▸ **What is expected**: Please return every record exactly as written, leaving out the pictures.

===== Supplied data =====

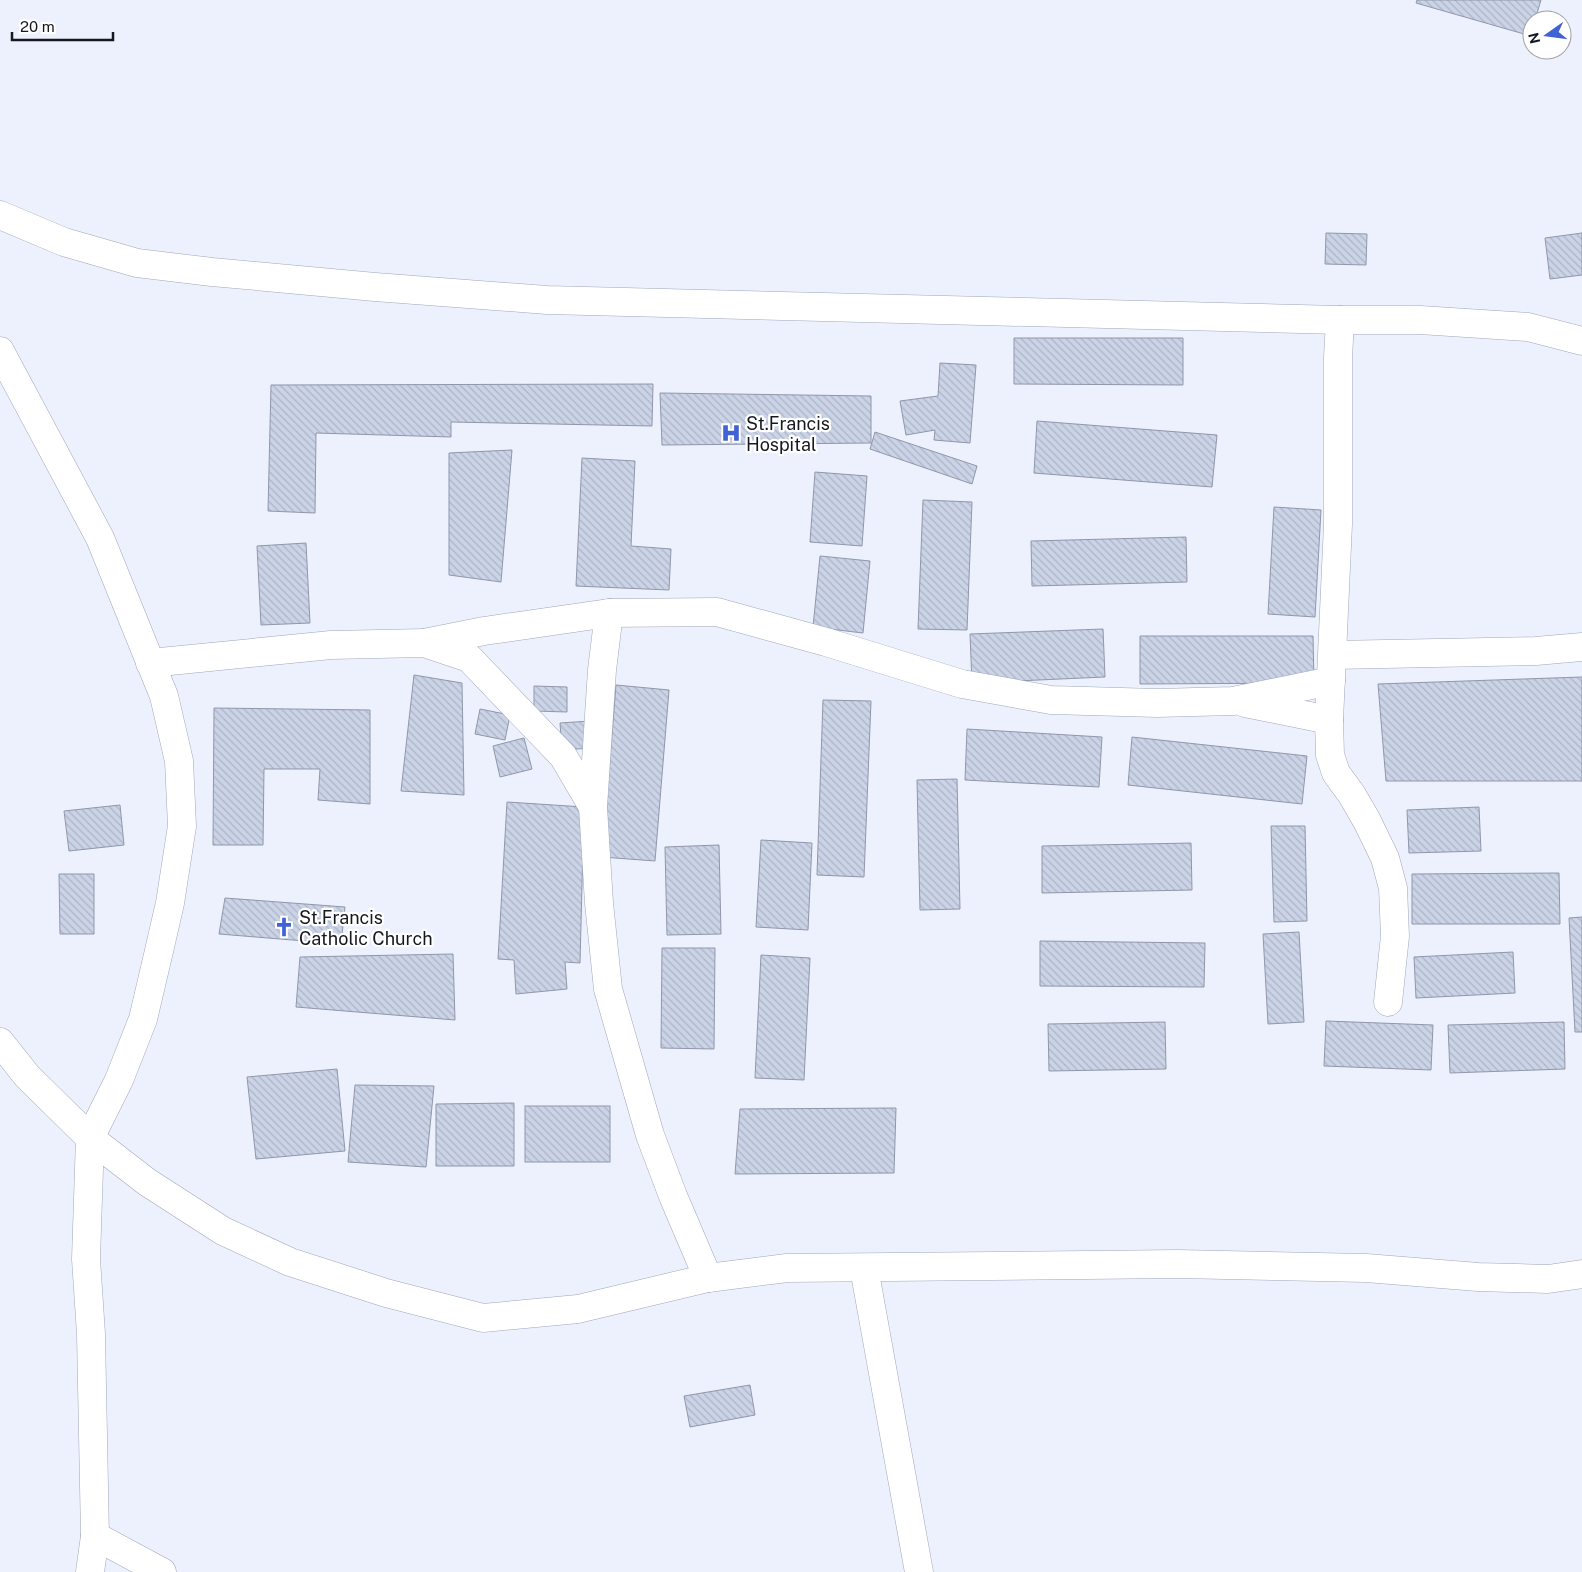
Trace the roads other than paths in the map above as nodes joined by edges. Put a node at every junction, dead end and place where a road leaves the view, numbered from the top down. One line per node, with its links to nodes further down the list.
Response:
1 (0, 215): 2 (street)
2 (1340, 320): 3 (street); 9 (street)
3 (1582, 341)
4 (0, 351): 8 (street)
5 (609, 614): 6 (street); 10 (street); 12 (street)
6 (424, 644): 8 (street); 12 (street)
7 (1582, 647): 9 (street)
8 (150, 663): 15 (street)
9 (1332, 668): 10 (street); 11 (street)
10 (1233, 701): 11 (street)
11 (1329, 720): 13 (street)
12 (593, 807): 18 (street)
13 (1388, 1002)
14 (0, 1042): 15 (street)
15 (90, 1138): 18 (street); 19 (street)
16 (864, 1268): 17 (street); 18 (street); 22 (street)
17 (1582, 1274)
18 (708, 1278)
19 (95, 1536): 20 (street); 21 (street)
20 (90, 1572)
21 (162, 1572)
22 (919, 1572)

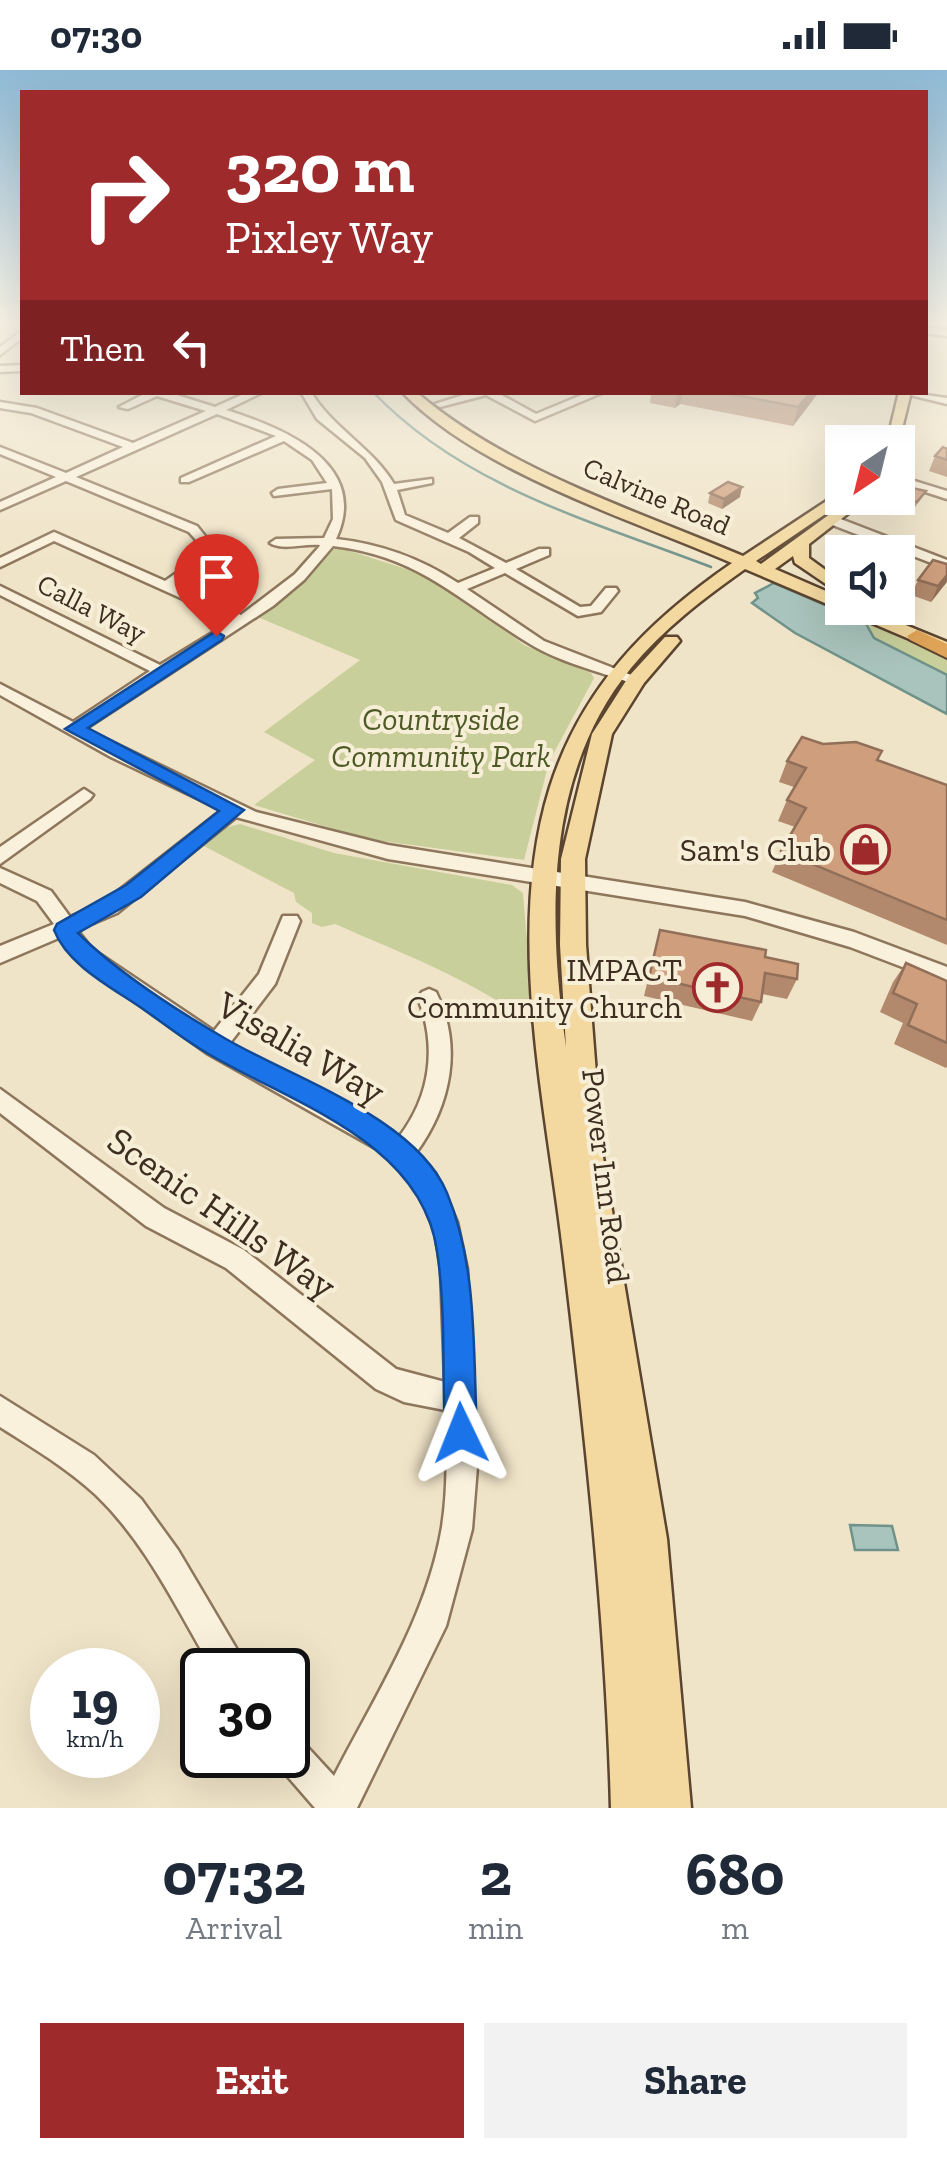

=====

▸ **Response to this task**:
Trace the roads other than paths in the map above as nodes joined by edges. Put a node at every junction, dead end and place where a road leaves the view, numbered from the top down. One line per node, with its links to nodes further down the list.
Response:
1 (0, 215): 2 (street)
2 (1340, 320): 3 (street); 9 (street)
3 (1582, 341)
4 (0, 351): 8 (street)
5 (609, 614): 6 (street); 10 (street); 12 (street)
6 (424, 644): 8 (street); 12 (street)
7 (1582, 647): 9 (street)
8 (150, 663): 15 (street)
9 (1332, 668): 10 (street); 11 (street)
10 (1233, 701): 11 (street)
11 (1329, 720): 13 (street)
12 (593, 807): 18 (street)
13 (1388, 1002)
14 (0, 1042): 15 (street)
15 (90, 1138): 18 (street); 19 (street)
16 (864, 1268): 17 (street); 18 (street); 22 (street)
17 (1582, 1274)
18 (708, 1278)
19 (95, 1536): 20 (street); 21 (street)
20 (90, 1572)
21 (162, 1572)
22 (919, 1572)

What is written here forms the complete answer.